Coming back to Australia has given Gareth a deeper appreciation for the country’s renowned coffee quality, which he says is largely due to the country’s DNA and “blank canvas” coffee approach.
“I think it’s due to the fact we have such a young culture, and the relevance of Italians interwoven with people who have a passion for quality coffee. There’s also the fact that we’re not entrenched in tradition. A lot of it comes down to having a good Gross Domestic Product, and up until recently, good financial freedom that would afford you the luxury of good coffee,” he says.
“We’re never going to be at the forefront culinarily in Australia, which I accept, but I’m still very proud of what we have done. In terms of coffee, however, it’s something we’ve been able to move in leaps and bounds. There’s nothing we can’t access in Australia that’s available anywhere else. We have great dairy, can source great beans, and have the financial freedom to pursue coffee as a profession, which has evolved into a craft, and science.”
When Gareth first moved to Melbourne eight years ago, he stopped buying coffee out and opted to drink it at home. He got heavily into filter coffee, bought a Moccamaster, and almost moved away from espresso altogether.
“I was a ‘batch boy’ for the longest time. I went down a rabbit whole of tutorials and nerdy coffee reels on Instagram,” Gareth says.
He gravitates towards nut, caramel and toasty flavour profiles, opposed to red fruits, passionfruit or pineapple, and lighter roasts with more herbaceous qualities. Nowadays, his consumption depends on his location and time of day. In the morning, Gareth enjoys a flat white, made on his La Marzocco Linea Micra, a 10-year anniversary present to himself and his partner.
In the afternoon, he tapers to batch brew or long blacks, or enjoys a tall cold brew on a hot day.
Quite often, Gareth will enjoy a coffee post-cycle. His love for the cycling community has been the catalyst for his second Tarts Anon café and patisserie, located inside cycling apparel store Pedla.

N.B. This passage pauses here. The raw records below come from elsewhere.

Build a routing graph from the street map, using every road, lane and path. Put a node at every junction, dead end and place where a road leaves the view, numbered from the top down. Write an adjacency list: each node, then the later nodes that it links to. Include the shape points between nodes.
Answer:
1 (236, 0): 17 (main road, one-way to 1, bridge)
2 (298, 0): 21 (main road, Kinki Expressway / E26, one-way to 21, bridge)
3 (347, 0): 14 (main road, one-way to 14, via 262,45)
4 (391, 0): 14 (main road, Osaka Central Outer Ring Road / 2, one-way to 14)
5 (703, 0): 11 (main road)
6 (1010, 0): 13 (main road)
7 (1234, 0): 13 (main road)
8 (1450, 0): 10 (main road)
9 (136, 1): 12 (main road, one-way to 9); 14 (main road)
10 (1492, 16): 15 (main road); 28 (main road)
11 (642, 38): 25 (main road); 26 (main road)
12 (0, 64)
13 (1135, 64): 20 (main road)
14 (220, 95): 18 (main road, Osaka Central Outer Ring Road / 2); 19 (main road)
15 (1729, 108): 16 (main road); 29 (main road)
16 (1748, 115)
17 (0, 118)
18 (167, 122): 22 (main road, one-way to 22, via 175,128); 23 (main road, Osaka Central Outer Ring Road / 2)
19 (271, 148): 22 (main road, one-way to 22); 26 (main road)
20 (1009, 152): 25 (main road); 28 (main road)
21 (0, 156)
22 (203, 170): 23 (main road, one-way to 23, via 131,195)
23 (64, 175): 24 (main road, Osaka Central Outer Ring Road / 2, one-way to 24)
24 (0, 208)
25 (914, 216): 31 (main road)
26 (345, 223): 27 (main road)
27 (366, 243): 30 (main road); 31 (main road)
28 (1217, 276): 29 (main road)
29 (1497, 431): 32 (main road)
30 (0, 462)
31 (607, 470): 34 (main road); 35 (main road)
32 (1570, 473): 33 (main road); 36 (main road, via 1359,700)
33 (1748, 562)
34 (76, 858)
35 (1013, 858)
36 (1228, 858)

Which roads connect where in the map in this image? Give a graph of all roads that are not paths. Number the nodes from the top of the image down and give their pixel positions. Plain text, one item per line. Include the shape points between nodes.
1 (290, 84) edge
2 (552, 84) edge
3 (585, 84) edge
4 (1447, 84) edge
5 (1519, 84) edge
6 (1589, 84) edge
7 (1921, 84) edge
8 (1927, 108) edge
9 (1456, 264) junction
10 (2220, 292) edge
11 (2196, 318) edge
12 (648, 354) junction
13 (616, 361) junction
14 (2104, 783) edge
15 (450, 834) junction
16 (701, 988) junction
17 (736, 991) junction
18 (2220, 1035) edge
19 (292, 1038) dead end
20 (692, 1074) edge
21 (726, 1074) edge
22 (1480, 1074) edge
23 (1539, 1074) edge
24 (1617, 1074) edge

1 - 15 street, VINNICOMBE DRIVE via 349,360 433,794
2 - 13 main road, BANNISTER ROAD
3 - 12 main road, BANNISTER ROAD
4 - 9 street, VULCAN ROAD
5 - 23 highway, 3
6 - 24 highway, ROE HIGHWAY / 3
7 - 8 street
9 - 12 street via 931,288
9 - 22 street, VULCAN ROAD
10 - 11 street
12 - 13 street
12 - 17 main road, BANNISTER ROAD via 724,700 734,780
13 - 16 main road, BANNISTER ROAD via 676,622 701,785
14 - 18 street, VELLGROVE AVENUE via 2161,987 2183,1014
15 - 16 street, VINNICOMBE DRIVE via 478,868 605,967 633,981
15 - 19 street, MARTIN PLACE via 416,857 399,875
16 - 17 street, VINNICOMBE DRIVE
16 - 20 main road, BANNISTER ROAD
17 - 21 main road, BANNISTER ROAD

“Sometimes in good weather, we’ll have 40-odd cyclists sitting around at 9am on a Friday morning drinking coffee and eating pastries. Coffee is really good for building community, and that’s what we’ve done with our cycling group,” he says.
This sense of community is also felt within the patisserie world, with Gareth’s appearance on MasterChef Australia fuelling the Australian community to support his talent for tarts.
He says timing has played a pivotal role in the business’s success, as has the people he’s met and established connections with along the way. He recognises that now is the time to make hard choices, and hopes a new cookbook, the search for a third and interstate Tarts Anon venue, and his appearance on TV Show Dessert Masters, will play a role in this next chapter.
“We want to focus on the things we’re currently doing and better them. Once we get a good foundation we will see what our opportunities are, and hopefully curate my own brand,” Gareth says.
“In pastry production, you’re constantly creating, which I enjoy. For the most part, I’m working with my hands, and I’m enjoying being back in the kitchen and having a work-life balance. I’m doing things for myself now, and I love it.”